PTI decides to join Parliament after seven-month boycott

Updated 05 Apr 2015


"We will join he assemblies and play the role of a true opposition," says Imran Khan. AFP/File
"We will join he assemblies and play the role of a true opposition," says Imran Khan. AFP/File

ISLAMABAD: Pakistan Tehreek-i-Insaf (PTI) on Sunday decided to join parliament after almost seven months of absence from the National Assembly and provincial assemblies of Punjab and Sindh.

Speaking to reporters after emerging from a huddle with the parties core policy makers, PTI Chairman Imran Khan said, "We have decided to attend the joint session of Parliament tomorrow.

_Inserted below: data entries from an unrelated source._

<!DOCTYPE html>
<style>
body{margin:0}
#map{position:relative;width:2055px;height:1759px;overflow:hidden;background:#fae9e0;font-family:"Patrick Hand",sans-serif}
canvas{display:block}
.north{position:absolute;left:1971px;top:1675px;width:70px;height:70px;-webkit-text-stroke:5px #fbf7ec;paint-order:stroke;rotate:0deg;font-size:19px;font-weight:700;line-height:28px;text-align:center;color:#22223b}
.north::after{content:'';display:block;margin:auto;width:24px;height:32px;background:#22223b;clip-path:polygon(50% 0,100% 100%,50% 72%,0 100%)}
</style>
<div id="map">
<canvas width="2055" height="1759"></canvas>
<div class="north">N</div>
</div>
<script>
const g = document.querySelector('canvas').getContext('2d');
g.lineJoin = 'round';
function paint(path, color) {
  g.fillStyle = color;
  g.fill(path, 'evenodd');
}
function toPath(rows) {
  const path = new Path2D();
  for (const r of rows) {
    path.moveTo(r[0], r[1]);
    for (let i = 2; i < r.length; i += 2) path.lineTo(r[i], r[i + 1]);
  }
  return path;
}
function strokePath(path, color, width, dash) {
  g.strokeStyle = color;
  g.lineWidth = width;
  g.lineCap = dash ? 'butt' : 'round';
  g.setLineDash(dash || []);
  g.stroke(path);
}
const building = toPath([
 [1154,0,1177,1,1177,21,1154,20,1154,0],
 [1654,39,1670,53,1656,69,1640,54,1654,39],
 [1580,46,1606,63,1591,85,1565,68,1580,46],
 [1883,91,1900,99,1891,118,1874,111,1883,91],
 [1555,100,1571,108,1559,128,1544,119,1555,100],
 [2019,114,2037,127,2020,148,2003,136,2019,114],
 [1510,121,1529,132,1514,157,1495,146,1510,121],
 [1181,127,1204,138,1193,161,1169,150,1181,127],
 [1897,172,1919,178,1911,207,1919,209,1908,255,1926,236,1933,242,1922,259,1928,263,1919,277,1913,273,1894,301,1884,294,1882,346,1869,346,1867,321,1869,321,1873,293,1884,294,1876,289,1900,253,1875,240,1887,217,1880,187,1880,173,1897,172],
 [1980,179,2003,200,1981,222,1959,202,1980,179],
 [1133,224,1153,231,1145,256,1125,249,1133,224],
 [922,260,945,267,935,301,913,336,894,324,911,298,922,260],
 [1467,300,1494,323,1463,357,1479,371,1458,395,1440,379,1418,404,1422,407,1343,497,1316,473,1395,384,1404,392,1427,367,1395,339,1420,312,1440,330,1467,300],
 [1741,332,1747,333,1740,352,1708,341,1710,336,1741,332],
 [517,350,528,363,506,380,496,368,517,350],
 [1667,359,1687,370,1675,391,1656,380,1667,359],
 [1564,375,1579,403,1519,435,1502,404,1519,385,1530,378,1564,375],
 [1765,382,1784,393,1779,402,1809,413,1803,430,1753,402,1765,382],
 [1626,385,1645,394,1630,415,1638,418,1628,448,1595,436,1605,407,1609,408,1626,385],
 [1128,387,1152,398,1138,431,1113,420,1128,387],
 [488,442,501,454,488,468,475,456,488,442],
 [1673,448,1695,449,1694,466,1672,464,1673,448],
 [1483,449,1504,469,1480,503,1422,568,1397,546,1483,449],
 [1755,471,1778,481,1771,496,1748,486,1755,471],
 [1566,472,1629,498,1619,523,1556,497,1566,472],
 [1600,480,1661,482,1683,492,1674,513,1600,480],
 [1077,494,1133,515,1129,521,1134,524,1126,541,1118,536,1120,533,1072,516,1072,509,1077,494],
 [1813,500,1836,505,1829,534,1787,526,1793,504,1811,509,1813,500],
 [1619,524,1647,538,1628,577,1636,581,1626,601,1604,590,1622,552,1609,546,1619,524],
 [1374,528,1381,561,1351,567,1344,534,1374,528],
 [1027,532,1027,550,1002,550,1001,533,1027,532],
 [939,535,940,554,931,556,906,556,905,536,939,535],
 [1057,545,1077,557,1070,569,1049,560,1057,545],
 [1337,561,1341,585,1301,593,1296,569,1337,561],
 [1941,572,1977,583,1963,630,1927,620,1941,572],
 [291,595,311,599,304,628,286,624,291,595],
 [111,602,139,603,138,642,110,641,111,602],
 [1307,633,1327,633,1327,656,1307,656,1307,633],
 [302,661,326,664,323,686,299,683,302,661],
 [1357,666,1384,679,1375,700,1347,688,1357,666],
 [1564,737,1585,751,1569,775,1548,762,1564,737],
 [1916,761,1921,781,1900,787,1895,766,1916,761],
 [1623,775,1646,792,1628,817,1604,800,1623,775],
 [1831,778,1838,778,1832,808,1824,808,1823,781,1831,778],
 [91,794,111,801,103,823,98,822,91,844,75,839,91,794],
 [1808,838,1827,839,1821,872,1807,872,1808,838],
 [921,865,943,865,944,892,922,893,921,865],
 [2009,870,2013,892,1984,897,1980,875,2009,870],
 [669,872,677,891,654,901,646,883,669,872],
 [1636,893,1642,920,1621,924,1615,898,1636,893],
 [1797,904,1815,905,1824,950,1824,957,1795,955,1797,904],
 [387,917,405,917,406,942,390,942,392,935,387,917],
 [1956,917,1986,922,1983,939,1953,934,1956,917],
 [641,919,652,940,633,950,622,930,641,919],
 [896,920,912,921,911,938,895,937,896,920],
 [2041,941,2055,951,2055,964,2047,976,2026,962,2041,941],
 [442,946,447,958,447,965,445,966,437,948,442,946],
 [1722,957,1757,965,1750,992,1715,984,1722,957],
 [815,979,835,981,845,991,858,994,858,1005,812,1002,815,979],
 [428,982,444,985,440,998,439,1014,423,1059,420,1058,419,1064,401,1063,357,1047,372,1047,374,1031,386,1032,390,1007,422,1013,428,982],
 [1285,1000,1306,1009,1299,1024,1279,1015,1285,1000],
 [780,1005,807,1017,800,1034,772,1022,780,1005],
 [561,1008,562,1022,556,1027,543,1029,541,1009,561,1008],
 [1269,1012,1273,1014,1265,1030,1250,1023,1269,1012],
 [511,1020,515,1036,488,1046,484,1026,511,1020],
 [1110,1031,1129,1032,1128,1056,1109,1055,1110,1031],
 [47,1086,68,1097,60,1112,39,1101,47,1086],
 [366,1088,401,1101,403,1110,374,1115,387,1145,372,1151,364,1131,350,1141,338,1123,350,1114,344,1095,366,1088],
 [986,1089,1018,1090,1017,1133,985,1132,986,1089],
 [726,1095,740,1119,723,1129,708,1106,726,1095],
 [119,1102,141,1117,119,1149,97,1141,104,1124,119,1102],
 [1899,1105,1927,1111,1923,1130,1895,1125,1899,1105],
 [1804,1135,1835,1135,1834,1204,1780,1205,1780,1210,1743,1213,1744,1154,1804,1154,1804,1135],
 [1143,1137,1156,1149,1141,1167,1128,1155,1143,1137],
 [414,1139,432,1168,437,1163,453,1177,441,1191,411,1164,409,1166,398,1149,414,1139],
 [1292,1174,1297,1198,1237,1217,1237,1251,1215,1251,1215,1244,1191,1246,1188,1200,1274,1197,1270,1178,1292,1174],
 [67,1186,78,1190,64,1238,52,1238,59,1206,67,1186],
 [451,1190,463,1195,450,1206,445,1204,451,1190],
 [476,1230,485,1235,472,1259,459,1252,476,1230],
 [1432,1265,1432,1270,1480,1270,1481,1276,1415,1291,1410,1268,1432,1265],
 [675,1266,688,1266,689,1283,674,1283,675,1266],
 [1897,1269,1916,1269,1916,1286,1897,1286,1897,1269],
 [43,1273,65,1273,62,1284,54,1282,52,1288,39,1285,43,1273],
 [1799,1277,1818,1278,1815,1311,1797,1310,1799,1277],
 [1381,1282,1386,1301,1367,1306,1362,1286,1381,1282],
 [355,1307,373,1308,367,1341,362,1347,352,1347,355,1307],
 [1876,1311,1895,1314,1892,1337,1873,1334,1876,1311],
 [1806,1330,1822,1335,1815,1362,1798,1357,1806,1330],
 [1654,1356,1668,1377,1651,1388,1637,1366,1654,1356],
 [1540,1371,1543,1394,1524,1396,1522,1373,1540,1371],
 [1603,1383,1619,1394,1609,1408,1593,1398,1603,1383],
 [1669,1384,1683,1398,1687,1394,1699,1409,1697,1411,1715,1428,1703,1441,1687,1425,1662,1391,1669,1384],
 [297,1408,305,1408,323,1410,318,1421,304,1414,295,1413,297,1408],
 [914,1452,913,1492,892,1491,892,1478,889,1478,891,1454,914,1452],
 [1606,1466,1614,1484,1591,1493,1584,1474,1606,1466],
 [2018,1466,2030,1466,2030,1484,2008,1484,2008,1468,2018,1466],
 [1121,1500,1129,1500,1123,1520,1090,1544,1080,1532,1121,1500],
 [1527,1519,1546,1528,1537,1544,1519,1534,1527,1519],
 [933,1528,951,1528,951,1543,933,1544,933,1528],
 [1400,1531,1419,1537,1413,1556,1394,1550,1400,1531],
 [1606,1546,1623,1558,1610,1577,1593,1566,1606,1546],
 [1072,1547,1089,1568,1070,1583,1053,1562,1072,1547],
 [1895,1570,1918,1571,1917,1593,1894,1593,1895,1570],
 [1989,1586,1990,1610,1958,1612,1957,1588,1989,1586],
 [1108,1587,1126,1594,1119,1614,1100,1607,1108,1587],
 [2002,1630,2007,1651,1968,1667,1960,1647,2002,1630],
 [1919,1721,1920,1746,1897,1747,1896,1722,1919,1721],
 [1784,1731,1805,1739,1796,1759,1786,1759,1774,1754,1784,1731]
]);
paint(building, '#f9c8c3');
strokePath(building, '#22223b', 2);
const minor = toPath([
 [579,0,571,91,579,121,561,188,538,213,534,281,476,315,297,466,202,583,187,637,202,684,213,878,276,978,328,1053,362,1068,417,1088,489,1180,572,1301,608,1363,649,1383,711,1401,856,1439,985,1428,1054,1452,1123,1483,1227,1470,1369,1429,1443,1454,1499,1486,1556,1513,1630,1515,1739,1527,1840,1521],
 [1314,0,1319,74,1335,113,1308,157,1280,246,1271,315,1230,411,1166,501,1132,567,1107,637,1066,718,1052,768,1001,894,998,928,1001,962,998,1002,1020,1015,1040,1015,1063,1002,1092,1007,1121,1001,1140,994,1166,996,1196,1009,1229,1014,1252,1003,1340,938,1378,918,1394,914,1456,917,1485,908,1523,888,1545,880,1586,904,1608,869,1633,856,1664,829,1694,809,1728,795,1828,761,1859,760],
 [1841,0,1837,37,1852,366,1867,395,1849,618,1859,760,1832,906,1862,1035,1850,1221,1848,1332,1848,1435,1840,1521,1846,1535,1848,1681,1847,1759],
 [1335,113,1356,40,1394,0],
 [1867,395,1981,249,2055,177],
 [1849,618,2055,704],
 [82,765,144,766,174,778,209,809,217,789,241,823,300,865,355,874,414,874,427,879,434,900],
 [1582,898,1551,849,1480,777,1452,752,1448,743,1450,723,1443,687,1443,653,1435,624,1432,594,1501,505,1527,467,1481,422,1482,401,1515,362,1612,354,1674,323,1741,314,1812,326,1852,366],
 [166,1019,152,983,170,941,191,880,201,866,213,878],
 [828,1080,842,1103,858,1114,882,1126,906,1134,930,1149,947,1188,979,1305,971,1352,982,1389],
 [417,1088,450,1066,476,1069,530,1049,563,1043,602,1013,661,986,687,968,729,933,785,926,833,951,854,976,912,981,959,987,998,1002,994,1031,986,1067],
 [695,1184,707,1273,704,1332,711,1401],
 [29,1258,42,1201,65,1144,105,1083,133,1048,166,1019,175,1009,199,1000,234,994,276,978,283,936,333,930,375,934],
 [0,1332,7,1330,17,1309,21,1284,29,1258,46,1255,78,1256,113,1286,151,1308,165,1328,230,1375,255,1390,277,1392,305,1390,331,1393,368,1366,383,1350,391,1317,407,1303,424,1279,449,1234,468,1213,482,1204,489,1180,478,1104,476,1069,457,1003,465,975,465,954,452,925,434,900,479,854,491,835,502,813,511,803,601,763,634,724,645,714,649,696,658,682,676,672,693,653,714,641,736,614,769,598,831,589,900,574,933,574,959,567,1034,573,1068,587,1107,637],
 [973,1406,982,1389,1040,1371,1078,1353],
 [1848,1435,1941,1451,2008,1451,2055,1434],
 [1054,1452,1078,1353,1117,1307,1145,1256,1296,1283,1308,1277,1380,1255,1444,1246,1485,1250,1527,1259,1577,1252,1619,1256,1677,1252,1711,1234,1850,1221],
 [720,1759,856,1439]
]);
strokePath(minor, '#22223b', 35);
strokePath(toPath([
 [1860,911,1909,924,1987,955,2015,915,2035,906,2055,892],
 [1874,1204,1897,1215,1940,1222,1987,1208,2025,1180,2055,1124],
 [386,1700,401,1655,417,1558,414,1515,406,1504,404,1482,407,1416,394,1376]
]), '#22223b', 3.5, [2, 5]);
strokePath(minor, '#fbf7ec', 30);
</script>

The Yemen issue is very important... I will attend myself and present my party's point of view."

The PTI Central Executive Committee (CEC) met today to discuss the party's fate in the national and provincial assemblies after the government granted its demand of a judicial commission to probe alleged rigging in the May 2013 general elections.

"Pakistan is already paying the price for being involved in someone else’s war," he added, reiterating his earlier stance that Pakistan should not involve itself in the Yemen conflict despite Saudi Arabia's pressure to do so.

Read: PTI’s litmus test lies before election tribunal, not in resignations

Later, Khan touched upon his party's participation in the national and provincial assemblies. "We will join the assemblies and play the role of a true opposition."

He harked back to the reasons behind his call for PTI MNA's resignations. "Why did we march from Lahore on August 14?" he asked, referring to his protracted anti-government campaign launched last year in August to demand an investigation into alleged election fraud.

"Now the decision for the formation of the judicial commission has come," he said. He also explained that the CEC members debated whether the party should wait to join the assemblies until the commission was actually formed, as opposed to the current status of the promulgation of the ordinance.

Read: Editorial on PTI's resignation from Assembly

He said that the joint session on Yemen — which the prime minister has summoned tomorrow (Monday) to discuss Pakistan's role in the Middle East situation — was a major factor behind the decision to re-join Parliament.

Earlier, PTI MNA Dr. Azhar Jadoon told that the CEC of the party collectively agreed on the decision to join the parliament.

Jadoon said that a majority of PTI lawmakers were in favour of returning to the National Assembly after promulgation of the ordinance as they believe that major demand of PTI has been met regarding the Judicial Commission to probe the allegations of the rigging in the general elections of May 2013.

“Some MNA’s of the PTI also opposed the decision of the CEC as they believe that the party should wait until the actual formation of the commission because only an ordinance has been promulgated until now,” the PTI MNA added.

PTI announced on August 18 last year that it would boycott the national and provincial assembles as all other options of relief against alleged election rigging were exhausted.

With the PTI out of the assembly, NA Speaker Ayaz Sadiq — the same successful candidate who’s constituency Khan alleges was rigged in the election — was under pressure to end the impasse swiftly and amicably.

Sadiq was caught between making a decision on the already-submitted PTI resignations and acceding to requests to delay their acceptance, so that a political solution could be negotiated.

Ultimately, the speaker maintained that unless he could personally verify each member’s intent to resign -- as stipulated in Rule 43(2) B of the Rules of Procedure and Conduct of the National Assembly, 2007 -- he would not proceed.

Later, Sadiq informed the Election Commission of Pakistan (ECP) that he was unable to confirm the “genuineness” of the resignations submitted by legislators belonging to the PTI.

“I am directed to further inform you that in spite of our consistent efforts, the members of the PTI whose resignations were received in this secretariat have avoided to come forward to verify the genuineness and voluntary nature of their resignations,” said a letter sent by the speaker to the ECP end October last year.